Many US and European airlines announced that they suspend flights to Israel’s main airport for security reasons after a rocket fired from Gaza struck about a mile from its runways. This announcement has caused great concerns in Israel and Prime Minister Benjamin Netanyahu asked U.S. Secretary of State John Kerry to mediate.
A number of European airlines as well as Turkish Airlines suspended flights following an advisory issued by the European Aviation Safety Agency saying that they “strongly recommend airspace users to refrain from operating to and from Tel Aviv Ben Gurion International Airport”.

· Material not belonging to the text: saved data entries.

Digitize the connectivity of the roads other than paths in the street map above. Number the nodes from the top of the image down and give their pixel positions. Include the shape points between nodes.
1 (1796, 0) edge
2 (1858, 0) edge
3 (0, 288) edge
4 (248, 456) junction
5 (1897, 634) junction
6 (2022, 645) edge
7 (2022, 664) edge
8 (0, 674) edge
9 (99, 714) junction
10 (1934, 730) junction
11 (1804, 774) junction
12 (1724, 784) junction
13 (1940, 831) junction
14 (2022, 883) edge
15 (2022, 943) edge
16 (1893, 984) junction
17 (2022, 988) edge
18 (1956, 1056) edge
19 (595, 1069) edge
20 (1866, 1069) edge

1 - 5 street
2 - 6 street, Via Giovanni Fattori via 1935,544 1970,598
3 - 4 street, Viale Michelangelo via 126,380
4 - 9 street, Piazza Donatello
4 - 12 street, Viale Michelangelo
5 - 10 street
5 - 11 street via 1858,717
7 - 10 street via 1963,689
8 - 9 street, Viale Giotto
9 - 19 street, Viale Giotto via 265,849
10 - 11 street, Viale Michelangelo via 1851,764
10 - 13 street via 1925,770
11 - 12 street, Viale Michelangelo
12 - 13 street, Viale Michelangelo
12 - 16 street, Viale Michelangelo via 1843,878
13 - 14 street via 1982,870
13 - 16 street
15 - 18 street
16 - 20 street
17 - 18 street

However, the Minister of Transport of Israel argued that there is “no reason” airlines to suspend flights to Israel, as the spokesman of Civil Aviation Authority of Israel mentioned transferring his statements.
Delta Air Lines and American Airlines were the first companies that announced that they suspended their service to and from the international airport of Tel Aviv, followed by United Airlines, US Airways, Lufthansa, KLM, Air France, Brussels Airlines, EasyJet, Air Canada and Cyprus Airways.
In the meantime, about 1,000 Palestinians from Gaza in an attempt to escape from Israeli bombing found shelter in a Greek Orthodox church of the 12th century. Besides, about 1,400 Orthodox Christians, Catholics and Protestants live among 1.8 million Muslims in Gaza.
The Archbishop Alexios, the head of Gaza’s Greek Orthodox minority, stated that: “We have opened the church in order to help people. This is the duty of the church and we are doing all we can to help them,”.
“At the beginning there were 600 people and today they became a thousand – mostly children and women. Some of those children are a week old,” he said adding that “The mosque nearby and the neighbours of the church are all helping. We are still in need of mattresses, blankets, food and most important is petrol, as we suffer blackouts. If there is no electricity we cannot have water also,”.
Refugees who fled from Shejaia in the eastern part of Gaza and found a shelter at the church said that they did not know where else they could go now.
“We have left our houses and came here and they bombed the church. Where should we go? Let them tell us where we should go,” insisted Jawaher Sukkar, who left from Shejaia with her children.